Sales Talk – Again

A couple of weeks ago, I shared some of my sales stats, pointing out that A Good Man was my best selling book by some distance and that my sales were pretty evenly split between Smashwords and Amazon. But I also said that the Smashwords figures represented a number of different channels, including Banes & Nobel’s Nook store and Apple’s iBooks, and since I had the information in available, I’d really like to break the stats down to reflect those sales channels.

Well, I’ve been able to do that now and it makes interesting reading. Or, at least, I think it does.

First off, let’s just look at how my all-time sales breakdown by channel, shall we.


As you can see, three of the Smashwords channels are pretty small beer, with Sony, Kobo and Diesel accounting for just 4% of all my sales in total. And given that I’m no longer on Kobo after the Great Porn Purge of 2013 and that Sony have announced the closure of their store, it’s probably a good thing I don’t sell in great quantities at either of them.

Sales on the actual Smashwords Website make up nearly a quarter of all my sales, as opposed to two fifths on Amazon’s platform. But I can reveal that most of those sales were A Good Man just after its release and before it got pushed through to the other stores.

The real interesting point here is that Apple and B&N make up nearly 20% of my all times sales, despite not carrying A Good Man until after it initial sales boost of its release had calmed down.

How is that possible?

Well, take a look at this graph. It shows how the share of sales has changed over the past two and a bit years at my four main channels.


The blue line represents sales at the Kindle store and you can see that sales there have actually been on something of a slide.

The purple line is Smashwords and you can see the spike in sale share around Q4-2011 when A Good Man was released, but after that it’s been pretty stable at between five and twenty per cent.

But the interesting lines are the green one, which is Apple, and the red one, which is B&N. Sales at Apple spiked at around 50% in Q2-2012 and have sat at between twenty and thirty per cent ever since. But look at that red line. Sales at B&N took off in 2013, jumping up from an average of between nothing and ten per cent at the start of the year, to in the region of 50% by the end of the year.

If that keeps up, then by the end of 2014, the first graph I showed you will have changed quite a bit.
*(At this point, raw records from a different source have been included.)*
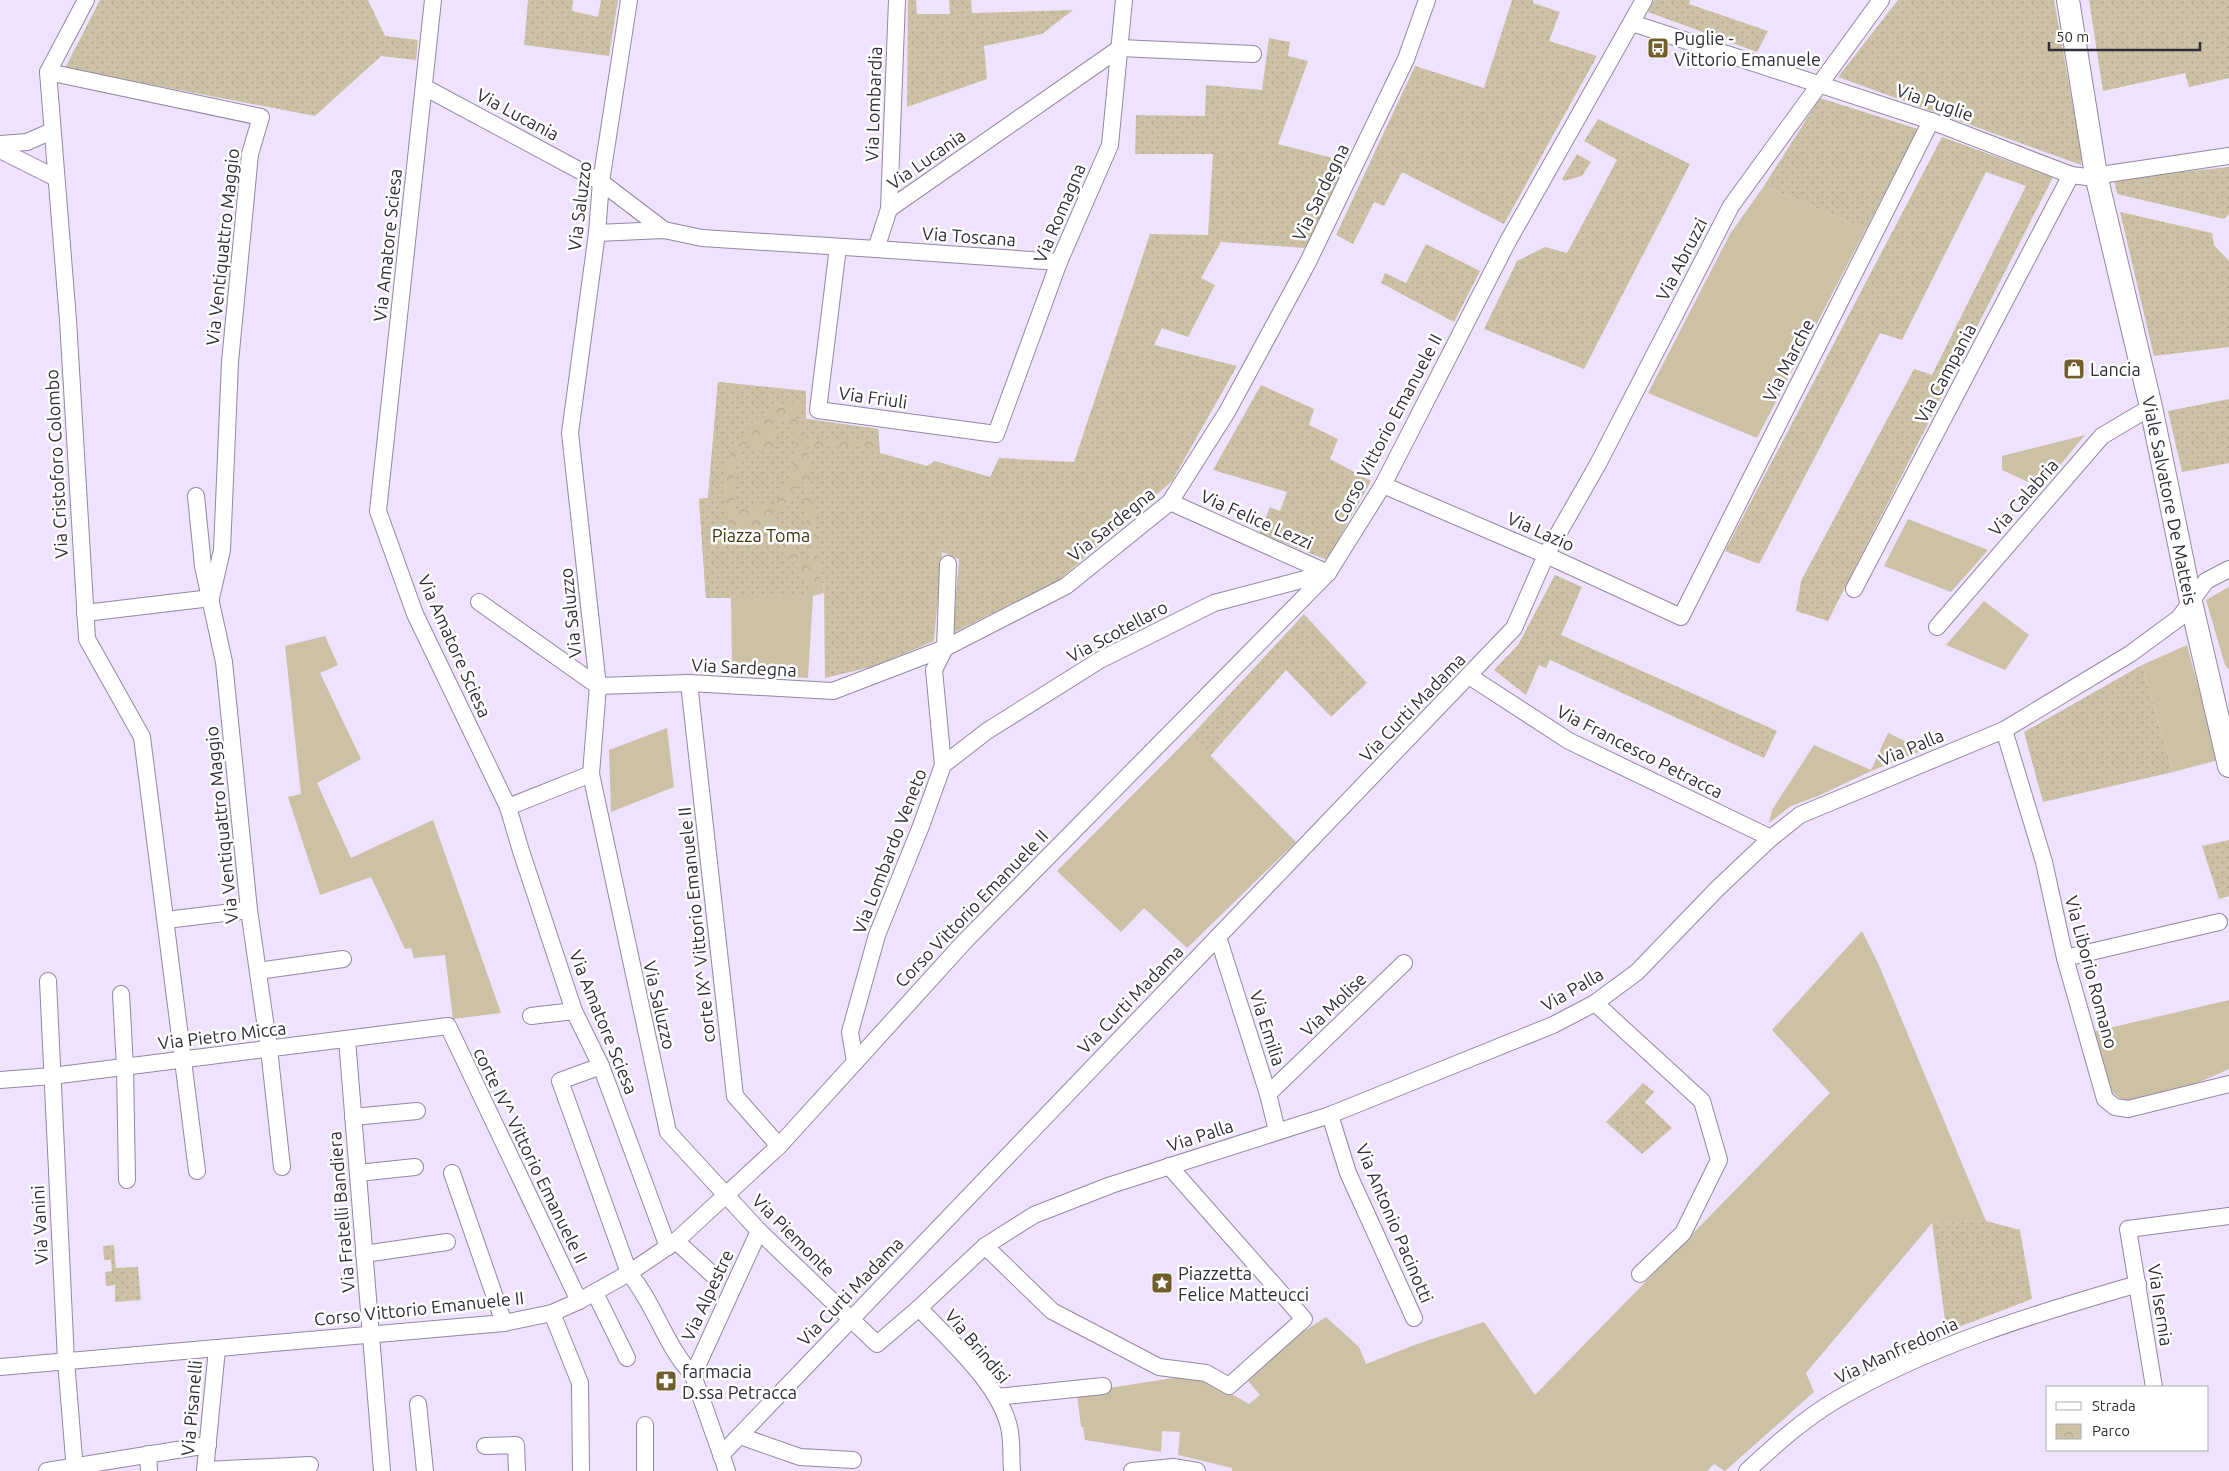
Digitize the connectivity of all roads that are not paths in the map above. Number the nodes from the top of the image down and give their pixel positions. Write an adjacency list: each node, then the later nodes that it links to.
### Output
1 (86, 0): 13 (street)
2 (433, 0): 15 (street, Via Amatore Sciesa)
3 (629, 0): 24 (street, Via Saluzzo)
4 (897, 0): 25 (street, Via Lombardia)
5 (1124, 0): 11 (street, Via Romagna)
6 (1428, 0): 35 (street, Via Sardegna)
7 (1644, 0): 10 (street, Corso Vittorio Emanuele II)
8 (1881, 0): 14 (street, Via Abruzzi)
9 (2068, 0): 22 (street, Viale Salvatore De Matteis)
10 (1632, 23): 14 (street, Via Puglie); 33 (street, Corso Vittorio Emanuele II)
11 (1120, 48): 12 (street); 25 (street, Via Lucania); 30 (street, Via Romagna)
12 (1252, 54)
13 (48, 72): 17 (street, Via Cristoforo Colombo); 41 (street, Via Ventiquattro Maggio)
14 (1819, 84): 16 (street, Via Puglie); 36 (street, Via Abruzzi)
15 (424, 87): 24 (street, Via Lucania); 55 (street, Via Amatore Sciesa)
16 (1931, 121): 21 (street, Via Puglie); 45 (street, Via Marche)
17 (52, 130): 18 (street); 23 (street, Via Cristoforo Colombo)
18 (0, 144)
19 (0, 150): 23 (street)
20 (2229, 156): 22 (street, Via Puglie)
21 (2072, 175): 22 (street, Via Puglie); 40 (street, Via Campania)
22 (2096, 175): 31 (street, Viale Salvatore De Matteis)
23 (56, 178): 44 (street, Via Cristoforo Colombo)
24 (601, 182): 26 (street, Via Lucania); 27 (street, Via Saluzzo)
25 (889, 209): 29 (street, Via Lucania)
26 (664, 230): 27 (street, Via Lucania); 28 (street, Via Lucania)
27 (597, 233): 50 (street, Via Saluzzo)
28 (838, 247): 29 (street, Via Lucania); 32 (street, Via Friuli)
29 (876, 249): 30 (street, Via Toscana)
30 (1059, 262): 32 (street, Via Romagna)
31 (2151, 407): 43 (street, Viale Salvatore De Matteis); 46 (street, Via Calabria)
32 (996, 434)
33 (1383, 485): 36 (street, Via Lazio); 39 (street, Corso Vittorio Emanuele II)
34 (196, 496): 41 (street, Via Ventiquattro Maggio)
35 (1170, 502): 39 (street, Via Felice Lezzi); 47 (street, Via Sardegna)
36 (1546, 555): 45 (street, Via Lazio); 48 (street, Via Curti Madama)
37 (948, 564): 47 (street, Via Lombardo Veneto)
38 (2229, 569): 43 (street, Via Palla)
39 (1328, 572): 52 (street, Via Scotellaro); 74 (street, Corso Vittorio Emanuele II)
40 (1854, 588)
41 (211, 598): 44 (street); 57 (street, Via Ventiquattro Maggio)
42 (479, 602): 50 (street)
43 (2191, 602): 51 (street, Via Palla); 53 (street, Viale Salvatore De Matteis)
44 (85, 613): 58 (street, Via Cristoforo Colombo)
45 (1681, 617)
46 (1937, 628)
47 (945, 648): 49 (street, Via Sardegna); 52 (street, Via Lombardo Veneto)
48 (1469, 676): 56 (street, Via Francesco Petracca); 60 (street, Via Curti Madama)
49 (689, 683): 50 (street, Via Sardegna); 85 (street, corte IX^ Vittorio Emanuele II)
50 (598, 686): 54 (street, Via Saluzzo)
51 (2004, 730): 56 (street, Via Palla); 61 (street, Via Liborio Romano)
52 (943, 765): 74 (street, Via Lombardo Veneto)
53 (2229, 766)
54 (591, 774): 55 (street); 93 (street, Via Saluzzo)
55 (508, 807): 68 (street, Via Amatore Sciesa)
56 (1771, 838): 67 (street, Via Palla)
57 (249, 910): 58 (street); 64 (street, Via Ventiquattro Maggio)
58 (166, 920): 73 (street, Via Cristoforo Colombo)
59 (2219, 922): 61 (street)
60 (1218, 937): 80 (street, Via Emilia); 109 (street, Via Curti Madama)
61 (2065, 958): 79 (street, Via Liborio Romano)
62 (343, 959): 64 (street)
63 (1404, 963): 80 (street, Via Molise)
64 (258, 971): 72 (street, Via Ventiquattro Maggio)
65 (48, 982): 77 (street, Via Vanini)
66 (121, 994): 76 (street)
67 (1595, 1003): 82 (street, Via Palla); 101 (street)
68 (574, 1011): 69 (street); 75 (street, Via Amatore Sciesa)
69 (531, 1016)
70 (448, 1026): 71 (street, Via Pietro Micca); 105 (street, corte IV^ Vittorio Emanuele II)
71 (347, 1039): 72 (street, Via Pietro Micca); 83 (street, Via Fratelli Bandiera)
72 (269, 1049): 73 (street, Via Pietro Micca); 87 (street, Via Ventiquattro Maggio)
73 (183, 1060): 76 (street, Via Pietro Micca); 89 (street, Via Cristoforo Colombo)
74 (855, 1062): 85 (street, Corso Vittorio Emanuele II)
75 (601, 1066): 97 (street, Via Amatore Sciesa); 100 (street, Via Alpestre)
76 (125, 1067): 77 (street, Via Pietro Micca); 92 (street)
77 (52, 1076): 78 (street, Via Pietro Micca); 115 (street, Via Vanini)
78 (0, 1080)
79 (2229, 1084)
80 (1268, 1094): 84 (street, Via Emilia)
81 (417, 1111): 83 (street)
82 (1330, 1115): 84 (street, Via Palla); 108 (street, Via Antonio Pacinotti)
83 (353, 1117): 90 (street, Via Fratelli Bandiera)
84 (1277, 1131): 86 (street, Via Palla)
85 (779, 1146): 93 (street, Corso Vittorio Emanuele II)
86 (1169, 1166): 98 (street, Via Palla); 98 (street)
87 (282, 1167)
88 (415, 1167): 90 (street)
89 (197, 1170)
90 (358, 1173): 99 (street, Via Fratelli Bandiera)
91 (452, 1173): 110 (street)
92 (127, 1180)
93 (726, 1194): 95 (street, Via Piemonte); 97 (street, Corso Vittorio Emanuele II)
94 (2229, 1216): 103 (street, Via Isernia)
95 (759, 1231): 109 (street, Via Piemonte); 117 (street, Via Alpestre)
96 (448, 1242): 99 (street)
97 (672, 1244): 100 (street, Corso Vittorio Emanuele II); 102 (street)
98 (985, 1246): 106 (street, Via Palla)
99 (364, 1254): 111 (street, Via Fratelli Bandiera)
100 (630, 1273): 104 (street, Corso Vittorio Emanuele II); 117 (street, Via Alpestre)
101 (1640, 1274)
102 (714, 1275)
103 (2138, 1284): 119 (street, Via Isernia); 143 (street, Via Manfredonia)
104 (595, 1293): 105 (street, Corso Vittorio Emanuele II); 114 (street)
105 (579, 1301): 107 (street, Corso Vittorio Emanuele II)
106 (919, 1308): 112 (street, Via Palla); 120 (street, Via Brindisi)
107 (552, 1313): 110 (street, Corso Vittorio Emanuele II); 137 (street)
108 (1414, 1318)
109 (850, 1319): 112 (street, Via Piemonte); 123 (street, Via Curti Madama)
110 (504, 1323): 111 (street, Corso Vittorio Emanuele II)
111 (370, 1334): 113 (street, Corso Vittorio Emanuele II); 134 (street, Via Fratelli Bandiera)
112 (877, 1344)
113 (217, 1349): 115 (street, Corso Vittorio Emanuele II); 124 (street, Via Pisanelli)
114 (627, 1358)
115 (66, 1361): 116 (street, Corso Vittorio Emanuele II); 130 (street, Via Vanini)
116 (0, 1367)
117 (693, 1375): 127 (street, Via Alpestre)
118 (1103, 1386): 120 (street)
119 (2154, 1386)
120 (997, 1397): 140 (street, Via Brindisi)
121 (418, 1404): 135 (street)
122 (645, 1425): 138 (street)
123 (740, 1436): 127 (street, Via Curti Madama); 128 (street)
124 (208, 1445): 126 (street); 133 (street, Via Pisanelli)
125 (485, 1446): 136 (street)
126 (148, 1454): 130 (street); 132 (street)
127 (721, 1455): 139 (street, Via Alpestre)
128 (853, 1460)
129 (310, 1465): 133 (street)
130 (75, 1469): 131 (street)
131 (47, 1471)
132 (149, 1471)
133 (205, 1471)
134 (382, 1471)
135 (425, 1471)
136 (517, 1471)
137 (581, 1471)
138 (645, 1471)
139 (727, 1471)
140 (1012, 1471)
141 (1132, 1471): 142 (street)
142 (1197, 1471)
143 (1747, 1471)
What’s the point of this? Well, it tells me that I really need to take proper advantage of Smashwords ‘Pre-order’ facility and make sure that my next book is available at two of my major sales channels (Apple and B&N) by release day.

It also tells me that when I’m tweeting links out to world, I’m probably better off tweeting links to the iBooks, Nook and Kindle pages for each book rather than the Smashwords link.